AIM OF THE TASK - Only a number is expected in reply: the number of lines below that include the word "Grunwaldzka".

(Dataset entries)

*-*-*

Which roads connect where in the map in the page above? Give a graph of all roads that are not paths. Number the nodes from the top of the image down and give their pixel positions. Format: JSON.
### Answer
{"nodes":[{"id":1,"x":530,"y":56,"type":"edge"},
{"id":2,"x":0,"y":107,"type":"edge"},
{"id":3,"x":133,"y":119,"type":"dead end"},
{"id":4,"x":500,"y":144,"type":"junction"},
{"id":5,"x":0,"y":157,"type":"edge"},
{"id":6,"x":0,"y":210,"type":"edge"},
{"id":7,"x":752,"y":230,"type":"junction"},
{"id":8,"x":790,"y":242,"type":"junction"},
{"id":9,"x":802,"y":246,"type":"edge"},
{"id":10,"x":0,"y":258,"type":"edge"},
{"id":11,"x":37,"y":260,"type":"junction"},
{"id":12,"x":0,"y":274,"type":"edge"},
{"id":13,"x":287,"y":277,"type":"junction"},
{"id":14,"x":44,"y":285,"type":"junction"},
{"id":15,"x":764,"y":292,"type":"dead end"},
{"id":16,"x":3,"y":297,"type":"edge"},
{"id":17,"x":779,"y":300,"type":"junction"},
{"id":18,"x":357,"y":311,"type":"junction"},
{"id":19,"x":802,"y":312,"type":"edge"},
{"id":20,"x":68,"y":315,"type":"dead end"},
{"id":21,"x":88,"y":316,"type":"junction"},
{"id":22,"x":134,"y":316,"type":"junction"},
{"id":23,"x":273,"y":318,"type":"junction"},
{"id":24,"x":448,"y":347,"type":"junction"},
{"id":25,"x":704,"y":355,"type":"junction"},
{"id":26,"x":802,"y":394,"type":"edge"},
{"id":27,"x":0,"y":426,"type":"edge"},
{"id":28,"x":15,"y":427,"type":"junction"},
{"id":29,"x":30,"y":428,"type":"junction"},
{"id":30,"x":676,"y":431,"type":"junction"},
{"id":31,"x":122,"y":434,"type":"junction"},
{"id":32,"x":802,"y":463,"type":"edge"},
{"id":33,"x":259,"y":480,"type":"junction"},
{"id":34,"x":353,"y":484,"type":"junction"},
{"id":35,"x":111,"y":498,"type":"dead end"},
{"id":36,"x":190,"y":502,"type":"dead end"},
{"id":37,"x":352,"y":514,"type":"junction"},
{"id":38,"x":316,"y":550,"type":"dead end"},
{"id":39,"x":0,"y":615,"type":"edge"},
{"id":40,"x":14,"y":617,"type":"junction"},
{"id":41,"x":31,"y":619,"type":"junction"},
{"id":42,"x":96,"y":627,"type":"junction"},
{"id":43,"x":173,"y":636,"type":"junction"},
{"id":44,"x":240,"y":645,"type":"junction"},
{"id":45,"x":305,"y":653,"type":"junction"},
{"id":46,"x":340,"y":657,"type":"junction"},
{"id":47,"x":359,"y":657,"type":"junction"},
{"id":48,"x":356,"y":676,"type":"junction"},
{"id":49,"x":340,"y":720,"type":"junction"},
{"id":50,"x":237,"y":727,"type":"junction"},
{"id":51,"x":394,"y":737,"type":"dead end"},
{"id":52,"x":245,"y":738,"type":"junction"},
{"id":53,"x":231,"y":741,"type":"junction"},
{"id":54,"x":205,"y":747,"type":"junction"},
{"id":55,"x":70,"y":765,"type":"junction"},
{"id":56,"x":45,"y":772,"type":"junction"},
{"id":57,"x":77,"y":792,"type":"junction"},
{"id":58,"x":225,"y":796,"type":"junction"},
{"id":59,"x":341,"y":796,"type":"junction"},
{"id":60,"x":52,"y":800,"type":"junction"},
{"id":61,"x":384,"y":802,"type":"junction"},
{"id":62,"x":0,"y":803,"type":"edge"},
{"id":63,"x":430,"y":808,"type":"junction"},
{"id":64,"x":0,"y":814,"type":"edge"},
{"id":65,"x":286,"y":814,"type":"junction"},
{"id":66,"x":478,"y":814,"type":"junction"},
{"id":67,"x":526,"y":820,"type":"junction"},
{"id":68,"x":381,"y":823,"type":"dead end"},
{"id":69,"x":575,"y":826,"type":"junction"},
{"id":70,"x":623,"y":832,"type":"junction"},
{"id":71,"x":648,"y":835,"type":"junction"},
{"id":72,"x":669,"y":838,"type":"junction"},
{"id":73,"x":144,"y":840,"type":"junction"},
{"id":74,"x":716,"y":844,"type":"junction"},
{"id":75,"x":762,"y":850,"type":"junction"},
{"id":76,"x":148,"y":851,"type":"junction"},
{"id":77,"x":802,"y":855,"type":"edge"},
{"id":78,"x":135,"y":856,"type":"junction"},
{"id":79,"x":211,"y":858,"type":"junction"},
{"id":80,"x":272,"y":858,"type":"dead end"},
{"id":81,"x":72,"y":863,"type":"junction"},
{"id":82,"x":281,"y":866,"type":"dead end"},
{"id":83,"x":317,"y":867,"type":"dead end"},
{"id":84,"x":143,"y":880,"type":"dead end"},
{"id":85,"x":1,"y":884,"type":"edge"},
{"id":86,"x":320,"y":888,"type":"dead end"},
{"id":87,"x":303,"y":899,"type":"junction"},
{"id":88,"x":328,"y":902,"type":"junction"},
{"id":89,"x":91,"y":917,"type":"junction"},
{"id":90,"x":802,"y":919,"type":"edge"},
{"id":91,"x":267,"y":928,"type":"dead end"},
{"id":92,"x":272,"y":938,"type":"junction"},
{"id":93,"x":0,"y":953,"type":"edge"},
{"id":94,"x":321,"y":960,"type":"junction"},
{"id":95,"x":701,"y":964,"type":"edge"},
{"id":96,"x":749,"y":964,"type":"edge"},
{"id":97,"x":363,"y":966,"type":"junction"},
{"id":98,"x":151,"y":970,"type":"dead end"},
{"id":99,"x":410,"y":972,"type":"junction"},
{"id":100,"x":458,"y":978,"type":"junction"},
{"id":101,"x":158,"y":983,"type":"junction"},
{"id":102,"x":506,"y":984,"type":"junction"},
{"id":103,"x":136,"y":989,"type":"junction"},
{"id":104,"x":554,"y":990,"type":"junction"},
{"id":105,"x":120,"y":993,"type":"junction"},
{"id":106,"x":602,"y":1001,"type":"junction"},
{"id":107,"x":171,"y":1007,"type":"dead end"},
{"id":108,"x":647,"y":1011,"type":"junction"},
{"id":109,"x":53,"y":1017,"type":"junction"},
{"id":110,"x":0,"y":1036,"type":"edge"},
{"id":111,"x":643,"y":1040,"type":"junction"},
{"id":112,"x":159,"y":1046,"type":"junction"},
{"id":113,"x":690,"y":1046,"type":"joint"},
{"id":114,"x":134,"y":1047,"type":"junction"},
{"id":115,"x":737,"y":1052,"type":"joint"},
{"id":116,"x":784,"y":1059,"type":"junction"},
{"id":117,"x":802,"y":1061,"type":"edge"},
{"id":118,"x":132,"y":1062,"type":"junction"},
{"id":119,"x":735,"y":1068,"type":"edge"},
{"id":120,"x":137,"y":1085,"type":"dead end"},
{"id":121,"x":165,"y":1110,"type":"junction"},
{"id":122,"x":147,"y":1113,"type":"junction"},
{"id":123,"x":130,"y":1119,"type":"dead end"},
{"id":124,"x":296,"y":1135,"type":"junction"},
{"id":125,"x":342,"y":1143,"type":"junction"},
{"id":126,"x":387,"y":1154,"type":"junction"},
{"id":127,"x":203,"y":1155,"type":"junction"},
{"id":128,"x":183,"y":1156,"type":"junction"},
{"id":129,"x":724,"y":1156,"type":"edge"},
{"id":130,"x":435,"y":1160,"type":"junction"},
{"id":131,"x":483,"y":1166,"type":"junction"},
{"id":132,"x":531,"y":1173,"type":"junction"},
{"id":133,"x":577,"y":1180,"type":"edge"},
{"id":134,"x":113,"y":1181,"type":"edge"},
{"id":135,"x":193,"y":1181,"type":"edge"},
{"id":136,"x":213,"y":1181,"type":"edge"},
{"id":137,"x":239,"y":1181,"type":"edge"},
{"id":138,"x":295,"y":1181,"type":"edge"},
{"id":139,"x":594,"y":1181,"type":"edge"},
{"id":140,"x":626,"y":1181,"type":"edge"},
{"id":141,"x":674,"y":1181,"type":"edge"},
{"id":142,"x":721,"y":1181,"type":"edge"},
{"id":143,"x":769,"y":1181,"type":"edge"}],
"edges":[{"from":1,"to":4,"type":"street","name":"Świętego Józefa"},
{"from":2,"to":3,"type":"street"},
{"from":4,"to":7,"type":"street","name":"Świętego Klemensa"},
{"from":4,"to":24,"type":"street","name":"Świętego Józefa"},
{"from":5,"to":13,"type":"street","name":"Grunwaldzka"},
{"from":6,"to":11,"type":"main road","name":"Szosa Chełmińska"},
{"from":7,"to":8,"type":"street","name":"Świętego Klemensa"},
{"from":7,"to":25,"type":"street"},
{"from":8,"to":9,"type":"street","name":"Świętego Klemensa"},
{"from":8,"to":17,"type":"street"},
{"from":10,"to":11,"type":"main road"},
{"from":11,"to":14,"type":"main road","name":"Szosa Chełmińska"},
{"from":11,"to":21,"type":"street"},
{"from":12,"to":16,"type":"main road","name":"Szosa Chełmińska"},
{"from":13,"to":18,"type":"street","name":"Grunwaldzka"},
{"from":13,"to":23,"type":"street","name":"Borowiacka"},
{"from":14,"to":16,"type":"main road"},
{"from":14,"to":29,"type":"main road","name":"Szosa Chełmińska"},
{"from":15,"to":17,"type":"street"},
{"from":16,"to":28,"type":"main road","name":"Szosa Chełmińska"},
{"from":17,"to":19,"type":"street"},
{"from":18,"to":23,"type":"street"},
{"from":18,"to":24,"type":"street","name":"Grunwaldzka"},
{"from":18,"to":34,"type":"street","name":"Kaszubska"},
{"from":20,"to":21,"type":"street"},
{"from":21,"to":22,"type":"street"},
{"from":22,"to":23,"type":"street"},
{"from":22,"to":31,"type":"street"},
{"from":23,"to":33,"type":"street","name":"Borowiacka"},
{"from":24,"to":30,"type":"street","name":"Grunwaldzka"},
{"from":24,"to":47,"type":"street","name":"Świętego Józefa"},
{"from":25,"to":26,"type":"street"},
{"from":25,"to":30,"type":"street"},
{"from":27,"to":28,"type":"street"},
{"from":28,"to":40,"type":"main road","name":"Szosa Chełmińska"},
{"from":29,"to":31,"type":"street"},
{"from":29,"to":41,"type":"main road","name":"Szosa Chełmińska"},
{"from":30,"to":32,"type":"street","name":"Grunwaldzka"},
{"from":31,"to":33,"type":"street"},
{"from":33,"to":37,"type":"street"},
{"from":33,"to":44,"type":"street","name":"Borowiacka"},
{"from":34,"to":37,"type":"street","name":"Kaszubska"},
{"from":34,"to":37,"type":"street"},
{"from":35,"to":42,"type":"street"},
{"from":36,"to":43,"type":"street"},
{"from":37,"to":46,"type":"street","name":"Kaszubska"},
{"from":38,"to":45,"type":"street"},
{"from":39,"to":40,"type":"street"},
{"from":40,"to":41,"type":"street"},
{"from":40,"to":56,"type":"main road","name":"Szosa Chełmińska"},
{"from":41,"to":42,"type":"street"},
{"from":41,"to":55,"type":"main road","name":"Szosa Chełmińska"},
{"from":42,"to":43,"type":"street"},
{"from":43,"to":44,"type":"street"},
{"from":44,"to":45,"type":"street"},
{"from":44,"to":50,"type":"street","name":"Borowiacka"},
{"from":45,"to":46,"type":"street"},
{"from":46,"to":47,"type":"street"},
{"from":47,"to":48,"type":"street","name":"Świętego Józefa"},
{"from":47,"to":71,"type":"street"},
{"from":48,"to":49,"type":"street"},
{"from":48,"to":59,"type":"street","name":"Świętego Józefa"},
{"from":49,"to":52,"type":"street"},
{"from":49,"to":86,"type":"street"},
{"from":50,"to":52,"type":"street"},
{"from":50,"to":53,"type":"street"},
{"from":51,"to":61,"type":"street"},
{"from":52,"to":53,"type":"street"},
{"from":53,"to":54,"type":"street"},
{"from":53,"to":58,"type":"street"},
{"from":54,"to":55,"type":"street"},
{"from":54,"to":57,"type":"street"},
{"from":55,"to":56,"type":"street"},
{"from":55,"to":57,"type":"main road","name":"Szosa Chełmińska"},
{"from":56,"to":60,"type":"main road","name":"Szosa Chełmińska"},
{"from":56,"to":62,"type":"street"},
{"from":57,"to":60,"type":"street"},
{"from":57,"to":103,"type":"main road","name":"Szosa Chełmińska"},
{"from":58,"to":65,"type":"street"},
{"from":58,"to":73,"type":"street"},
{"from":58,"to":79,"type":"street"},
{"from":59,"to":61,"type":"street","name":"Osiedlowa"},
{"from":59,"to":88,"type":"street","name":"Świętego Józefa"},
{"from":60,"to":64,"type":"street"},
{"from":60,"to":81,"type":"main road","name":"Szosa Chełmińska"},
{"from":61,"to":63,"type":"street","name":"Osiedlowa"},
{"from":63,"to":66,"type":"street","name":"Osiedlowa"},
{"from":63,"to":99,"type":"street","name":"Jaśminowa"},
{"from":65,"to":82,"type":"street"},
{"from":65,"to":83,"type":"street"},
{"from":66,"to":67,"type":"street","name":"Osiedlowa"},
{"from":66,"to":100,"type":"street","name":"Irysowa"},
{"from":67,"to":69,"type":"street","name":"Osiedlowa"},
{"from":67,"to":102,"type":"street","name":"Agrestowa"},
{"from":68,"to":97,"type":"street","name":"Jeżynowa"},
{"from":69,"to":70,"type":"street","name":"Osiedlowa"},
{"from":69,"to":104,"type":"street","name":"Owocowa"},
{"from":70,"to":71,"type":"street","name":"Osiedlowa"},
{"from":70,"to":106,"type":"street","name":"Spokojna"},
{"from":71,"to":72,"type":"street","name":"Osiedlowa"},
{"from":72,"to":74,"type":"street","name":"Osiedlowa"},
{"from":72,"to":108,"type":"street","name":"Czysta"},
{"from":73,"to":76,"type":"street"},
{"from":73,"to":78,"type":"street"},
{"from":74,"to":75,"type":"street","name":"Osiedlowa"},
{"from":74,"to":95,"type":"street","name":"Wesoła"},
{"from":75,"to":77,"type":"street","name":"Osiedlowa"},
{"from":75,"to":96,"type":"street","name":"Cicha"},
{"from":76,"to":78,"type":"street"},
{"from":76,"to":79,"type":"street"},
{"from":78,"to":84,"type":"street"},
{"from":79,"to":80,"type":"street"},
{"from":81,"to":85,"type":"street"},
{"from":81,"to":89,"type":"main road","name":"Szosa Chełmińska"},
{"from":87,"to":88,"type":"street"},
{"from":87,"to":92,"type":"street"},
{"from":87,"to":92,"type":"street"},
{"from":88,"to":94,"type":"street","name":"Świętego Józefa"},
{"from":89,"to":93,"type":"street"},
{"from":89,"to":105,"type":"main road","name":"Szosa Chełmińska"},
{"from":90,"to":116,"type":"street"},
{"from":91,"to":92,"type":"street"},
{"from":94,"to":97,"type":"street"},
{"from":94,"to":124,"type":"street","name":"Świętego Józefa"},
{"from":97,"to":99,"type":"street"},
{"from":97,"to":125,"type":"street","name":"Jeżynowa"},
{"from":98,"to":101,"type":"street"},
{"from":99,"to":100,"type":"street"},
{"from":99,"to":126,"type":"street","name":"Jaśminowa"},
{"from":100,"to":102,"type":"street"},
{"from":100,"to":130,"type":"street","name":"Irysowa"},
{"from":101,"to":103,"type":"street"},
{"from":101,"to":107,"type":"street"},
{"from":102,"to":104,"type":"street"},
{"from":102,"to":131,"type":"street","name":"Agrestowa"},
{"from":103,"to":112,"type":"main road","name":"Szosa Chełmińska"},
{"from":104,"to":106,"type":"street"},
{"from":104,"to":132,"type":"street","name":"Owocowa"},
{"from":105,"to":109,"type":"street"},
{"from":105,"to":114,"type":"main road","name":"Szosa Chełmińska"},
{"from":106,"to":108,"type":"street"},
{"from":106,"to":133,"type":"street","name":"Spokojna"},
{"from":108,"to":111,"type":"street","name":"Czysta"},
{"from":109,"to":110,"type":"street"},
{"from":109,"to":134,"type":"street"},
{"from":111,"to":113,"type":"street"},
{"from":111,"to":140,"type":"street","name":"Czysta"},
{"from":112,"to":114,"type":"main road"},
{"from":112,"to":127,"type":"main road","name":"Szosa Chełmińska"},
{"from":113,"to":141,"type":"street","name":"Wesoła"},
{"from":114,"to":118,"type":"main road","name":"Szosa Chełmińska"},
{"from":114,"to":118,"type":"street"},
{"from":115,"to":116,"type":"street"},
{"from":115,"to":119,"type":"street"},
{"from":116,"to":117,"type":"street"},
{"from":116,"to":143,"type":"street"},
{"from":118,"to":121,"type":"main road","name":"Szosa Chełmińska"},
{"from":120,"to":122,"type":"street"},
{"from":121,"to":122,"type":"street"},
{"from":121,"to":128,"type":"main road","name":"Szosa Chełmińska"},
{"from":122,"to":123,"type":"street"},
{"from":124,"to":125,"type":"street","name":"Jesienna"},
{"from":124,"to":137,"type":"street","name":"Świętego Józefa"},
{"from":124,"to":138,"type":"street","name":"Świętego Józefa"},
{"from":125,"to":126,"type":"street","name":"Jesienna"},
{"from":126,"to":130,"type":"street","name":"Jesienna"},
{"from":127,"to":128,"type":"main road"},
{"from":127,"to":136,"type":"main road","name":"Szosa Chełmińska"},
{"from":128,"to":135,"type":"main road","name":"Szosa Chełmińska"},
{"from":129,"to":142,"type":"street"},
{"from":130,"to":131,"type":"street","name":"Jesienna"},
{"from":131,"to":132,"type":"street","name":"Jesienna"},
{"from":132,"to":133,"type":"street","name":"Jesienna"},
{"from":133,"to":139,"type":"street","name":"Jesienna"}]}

*-*-*

SOLUTION TO THE PROBLEM - 5